Oleh: Fecki Mobalen
Cara berpiki nilai adalah salah satu cara atau faham yang lahir dari suatu linggkungan sosial manusia yang bersentuan langasung dengan kehidupan mewah sebutsaja terbiasa dengan mendapatkan uwang dengan jumblah yang cukup besar, Contoh kasus Danah desah.
Dimana kita tau bersama bagaimana fenomena hari ini yang di kagetkan dengan kucuran ADD ( Anggaran dana desah) yang jumblahnya bisah dibilang cukup untuk kebutuhan pembanggunan di kampung, mulai dari pembanggunan infastruktur jalan, rumah, air bersih, listrik dan Lain-lain. Dan juga kegunaan anggaran dana tersebut langsung di manfaatkan oleh masyarkat lokal atau masyarkat Adat di setiap kampung-kampung di wilayah sorong raya.
Juga dalam kebebesan akses dan pemanfaatan keuwangan di kampung yang tidak terkontrol dengan baik oleh pihak-pihak yang di percayakan untuk menjadi pendamping bagi masyarkat untuk selalu mendampingi masyarakat dalam konteks pengelolahan dan pemanfaatan danah desa di kampung.
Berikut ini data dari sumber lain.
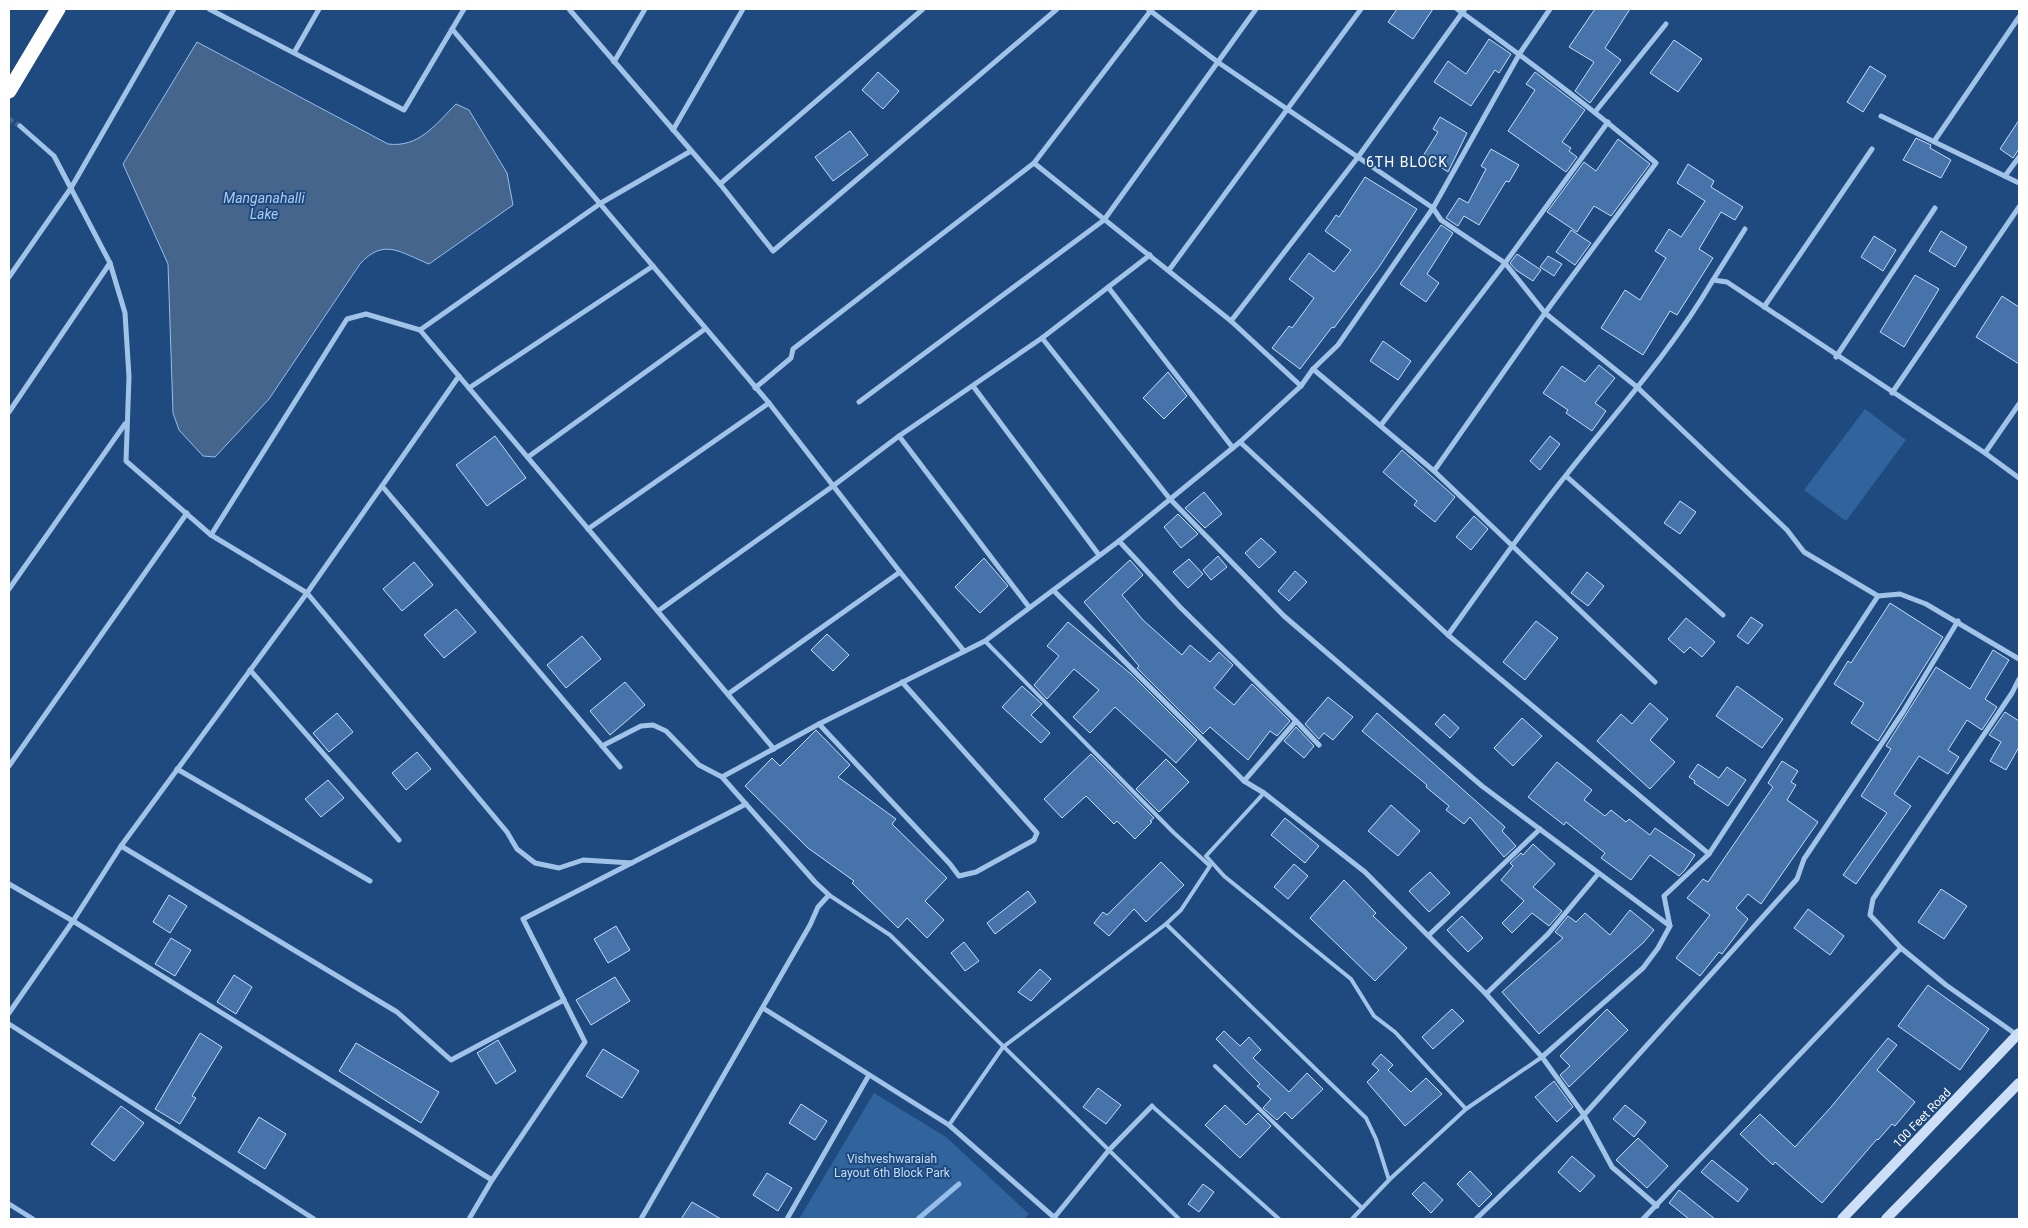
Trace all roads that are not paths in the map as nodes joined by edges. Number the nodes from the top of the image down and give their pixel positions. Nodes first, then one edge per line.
1 (58, 9) edge
2 (174, 9) edge
3 (209, 9) edge
4 (319, 9) edge
5 (464, 9) edge
6 (569, 9) edge
7 (645, 9) edge
8 (743, 9) edge
9 (923, 9) edge
10 (1057, 9) edge
11 (1256, 9) edge
12 (1361, 9) edge
13 (1457, 9) edge
14 (1550, 9) edge
15 (1150, 10) edge
16 (1463, 11) edge
17 (2019, 17) edge
18 (1666, 24) dead end
19 (452, 29) junction
20 (295, 51) junction
21 (1520, 53) junction
22 (614, 62) junction
23 (1219, 63) junction
24 (9, 91) edge
25 (1289, 110) junction
26 (1595, 112) junction
27 (1881, 116) dead end
28 (1608, 122) junction
29 (20, 126) tunnel mouth
30 (672, 130) junction
31 (1935, 140) junction
32 (1872, 149) dead end
33 (691, 151) junction
34 (1358, 157) junction
35 (2019, 157) edge
36 (1034, 163) junction
37 (2005, 176) junction
38 (2019, 183) edge
39 (720, 184) junction
40 (70, 188) junction
41 (601, 203) junction
42 (2019, 207) edge
43 (1433, 208) junction
44 (1935, 208) dead end
45 (1104, 220) junction
46 (1745, 229) dead end
47 (1150, 255) junction
48 (110, 263) junction
49 (1505, 264) junction
50 (653, 266) junction
51 (1169, 270) junction
52 (9, 277) edge
53 (1713, 280) junction
54 (1108, 287) junction
55 (1764, 307) junction
56 (1545, 313) junction
57 (1231, 321) junction
58 (706, 328) junction
59 (420, 330) junction
60 (1042, 338) junction
61 (1836, 357) junction
62 (1313, 369) junction
63 (459, 376) junction
64 (973, 386) junction
65 (1301, 386) junction
66 (1636, 387) junction
67 (469, 388) junction
68 (755, 388) junction
69 (1892, 394) junction
70 (859, 402) dead end
71 (768, 403) junction
72 (2019, 404) edge
73 (9, 412) edge
74 (126, 423) junction
75 (1382, 425) junction
76 (899, 436) junction
77 (1240, 442) junction
78 (1233, 448) junction
79 (1985, 453) junction
80 (528, 458) junction
81 (1434, 471) junction
82 (1566, 476) junction
83 (2019, 478) edge
84 (382, 486) junction
85 (833, 486) junction
86 (1170, 499) junction
87 (187, 513) junction
88 (588, 529) junction
89 (211, 534) junction
90 (1119, 541) junction
91 (1512, 544) junction
92 (1099, 555) junction
93 (900, 572) junction
94 (9, 589) edge
95 (1054, 591) junction
96 (307, 593) junction
97 (1878, 596) junction
98 (1030, 606) junction
99 (658, 611) junction
100 (1723, 615) dead end
101 (1958, 621) junction
102 (1448, 635) junction
103 (985, 641) junction
104 (964, 651) junction
105 (2019, 659) edge
106 (250, 670) junction
107 (2019, 679) edge
108 (902, 682) junction
109 (1655, 682) dead end
110 (728, 694) junction
111 (1296, 721) junction
112 (819, 724) junction
113 (1319, 745) dead end
114 (602, 746) junction
115 (774, 749) junction
116 (9, 766) edge
117 (620, 767) dead end
118 (177, 769) junction
119 (722, 777) junction
120 (1244, 781) junction
121 (1264, 793) junction
122 (746, 804) junction
123 (1540, 830) junction
124 (399, 840) dead end
125 (121, 846) junction
126 (1709, 854) junction
127 (1206, 856) junction
128 (632, 863) junction
129 (1210, 866) junction
130 (1598, 874) junction
131 (370, 881) dead end
132 (9, 884) edge
133 (829, 895) junction
134 (73, 921) junction
135 (1166, 924) junction
136 (1670, 926) junction
137 (1429, 935) junction
138 (1901, 948) junction
139 (1486, 994) junction
140 (564, 1000) junction
141 (763, 1008) junction
142 (9, 1013) edge
143 (9, 1024) edge
144 (2018, 1035) edge
145 (1003, 1047) junction
146 (1542, 1057) junction
147 (1215, 1066) dead end
148 (869, 1075) junction
149 (2019, 1083) edge
150 (1152, 1106) joint
151 (1466, 1109) junction
152 (1584, 1115) junction
153 (948, 1125) junction
154 (1109, 1150) junction
155 (492, 1180) junction
156 (1389, 1180) junction
157 (9, 1204) edge
158 (1657, 1206) junction
159 (1362, 1208) junction
160 (33, 1219) edge
161 (314, 1219) edge
162 (469, 1219) edge
163 (642, 1219) edge
164 (787, 1219) edge
165 (1054, 1219) edge
166 (1178, 1219) edge
167 (1279, 1219) edge
168 (1352, 1219) edge
169 (1476, 1219) edge
170 (1643, 1219) edge
171 (1842, 1219) edge
172 (1886, 1219) edge

1 - 24 highway
2 - 40 street
3 - 20 street
4 - 20 street
5 - 19 street
6 - 22 street
7 - 22 street
8 - 30 street
9 - 39 street
10 - 39 street
11 - 23 street
12 - 25 street
13 - 16 street
14 - 21 street
15 - 23 street
15 - 36 street
16 - 21 street
16 - 34 street
17 - 31 street
18 - 26 street
19 - 20 street
19 - 41 street
21 - 26 street
21 - 43 street
22 - 30 street
23 - 25 street
23 - 45 street
25 - 34 street
25 - 51 street
26 - 28 street
27 - 31 street
28 - 49 street
28 - 56 street
29 - 40 street
30 - 33 street
31 - 37 street
32 - 55 street
33 - 39 street
33 - 41 street
34 - 43 street
34 - 57 street
35 - 37 street
36 - 45 street
36 - 68 street
37 - 38 street
40 - 48 street
40 - 52 street
41 - 50 street
41 - 59 street
42 - 69 street
43 - 49 street
43 - 62 street
44 - 61 street
45 - 47 street
45 - 70 street
46 - 53 street
47 - 51 street
47 - 54 street
48 - 73 street
48 - 74 street
49 - 56 street
49 - 75 street
50 - 58 street
50 - 67 street
51 - 57 street
53 - 55 street
53 - 66 street
54 - 60 street
54 - 78 street
55 - 61 street
56 - 66 street
56 - 81 street
57 - 65 street
58 - 68 street
58 - 80 street
59 - 63 street
59 - 89 street
60 - 64 street
60 - 86 street
61 - 69 street
62 - 65 street
62 - 75 street
63 - 67 street
63 - 84 street
64 - 76 street
64 - 92 street
65 - 77 street
66 - 82 street
66 - 97 street
67 - 80 street
68 - 71 street
69 - 79 street
71 - 85 street
71 - 88 street
72 - 79 street
74 - 87 street
74 - 94 street
75 - 81 street
76 - 85 street
76 - 98 street
77 - 78 street
77 - 102 street
78 - 86 street
79 - 83 street
80 - 88 street
81 - 91 street
82 - 91 street
82 - 100 street
84 - 96 street
84 - 114 street
85 - 93 street
85 - 99 street
86 - 90 street
86 - 123 street
87 - 89 street
87 - 116 street
88 - 99 street
89 - 96 street
90 - 92 street
90 - 111 street
91 - 102 street
91 - 109 street
92 - 95 street
93 - 104 street
93 - 110 street
95 - 98 street
95 - 120 street
96 - 106 street
96 - 128 street
97 - 101 street
97 - 126 street
98 - 103 street
99 - 110 street
101 - 105 street
101 - 152 street
102 - 126 street
103 - 104 street
103 - 129 lane
104 - 108 street
106 - 118 street
106 - 124 street
107 - 138 street
108 - 112 street
108 - 112 street
110 - 115 street
111 - 113 street
111 - 120 street
112 - 115 street
114 - 117 street
114 - 119 street
115 - 119 street
118 - 125 street
118 - 131 street
119 - 122 street
120 - 121 street
121 - 127 lane
121 - 137 street
122 - 128 street
122 - 133 street
123 - 130 street
123 - 137 street
125 - 134 street
125 - 140 street
126 - 136 street
127 - 129 lane
127 - 151 lane
128 - 140 street
129 - 135 lane
130 - 136 street
130 - 139 street
132 - 134 street
133 - 141 street
133 - 145 lane
134 - 142 street
134 - 155 street
135 - 145 lane
135 - 156 lane
136 - 146 street
137 - 139 street
138 - 144 street
138 - 158 street
139 - 146 street
140 - 155 street
141 - 148 street
141 - 163 street
143 - 161 street
144 - 171 main road, 100 Feet Road
145 - 153 lane
145 - 154 lane
146 - 151 lane
146 - 152 street
147 - 159 lane
148 - 153 street
148 - 164 street
149 - 172 main road
150 - 154 street
150 - 167 lane
151 - 156 lane
152 - 158 street
152 - 169 street
153 - 165 street
154 - 165 street
154 - 166 lane
155 - 162 street
156 - 159 lane
157 - 160 street
158 - 170 street
159 - 168 lane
Dalam bingkai pembangunan kampung.
Ini memberi ruang kebebasan bagi masyarakat Adat untuk dapat menyelagunakan Anggaran tersebut, untuk kebutuhan pribadi sebut saja memperkaya diri sendiri dengan memanfaatkan danah tersebut.
Dalam harus global dan moderenisasi tidak terlepas dari gaya hidup dan kebiasaan hidup yang mau tidak mau masyarkat lokal di kampung harus terhubung dengan situasi perkembangan kota.
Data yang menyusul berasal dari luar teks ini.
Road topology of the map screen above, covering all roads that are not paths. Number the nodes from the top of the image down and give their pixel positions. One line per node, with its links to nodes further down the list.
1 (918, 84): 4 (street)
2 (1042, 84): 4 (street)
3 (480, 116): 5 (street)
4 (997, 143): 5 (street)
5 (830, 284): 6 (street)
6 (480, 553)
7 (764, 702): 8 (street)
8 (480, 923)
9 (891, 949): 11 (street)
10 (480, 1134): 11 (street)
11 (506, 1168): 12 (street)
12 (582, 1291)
Dimana kehidupan masyarakat Adat yang hidupnya di kampung, memiliki hubungan yang erat dengan hutan wilayah Adat sebut saja, Hutan, dusun sagu, Kali, batu, gunung, tanaman Obat, tempat berburu, tempat tempat sakral atau kramat, tempat mai burung cendrawasi, goa-goa kramat, tempat pancing dan hubungan tanah dengan leluhur atau identitas suku marga.
Kehidupan masyarkat Adat di ikat erat dengan semuanya itu, bukan hanya itu saja tapi bagaiman dengan wilayah Adat masyarakat mengenal sistem hidup berdampingan antara satu marga dengan marga tetanganya yang lain yang hidup bersama berdampingan, ini memberikan suatu iramah kehidupan sosial masyarkat Adat yang sudah terbangun sejak dulu, mulai dari sama-sama menjaga dan mengelolah wilayah Adat bersama-sama memanfaatkan wilayah Adat bersama-sama. Namun mengenai batas kepemilikan masing marga suda di kenal batas-batas wilayahnya yang di tandai dengan tanda-tanda alam, entah itu batu, pohon atau sejenis tumbuhn yang di tanam menjadi batas alam wilayah Adat marga.
Dan itu suda di akui sejak jaman dahulu leluhur masyarkat Adat di Kepala burung sebut saja suku Moi. Kehidupan itu dipelihara dengan baik hidup saling membantu contoh yang bisa dilihat sampe saat ini adalah pembayaran maskawin dan sistem Sobat kain.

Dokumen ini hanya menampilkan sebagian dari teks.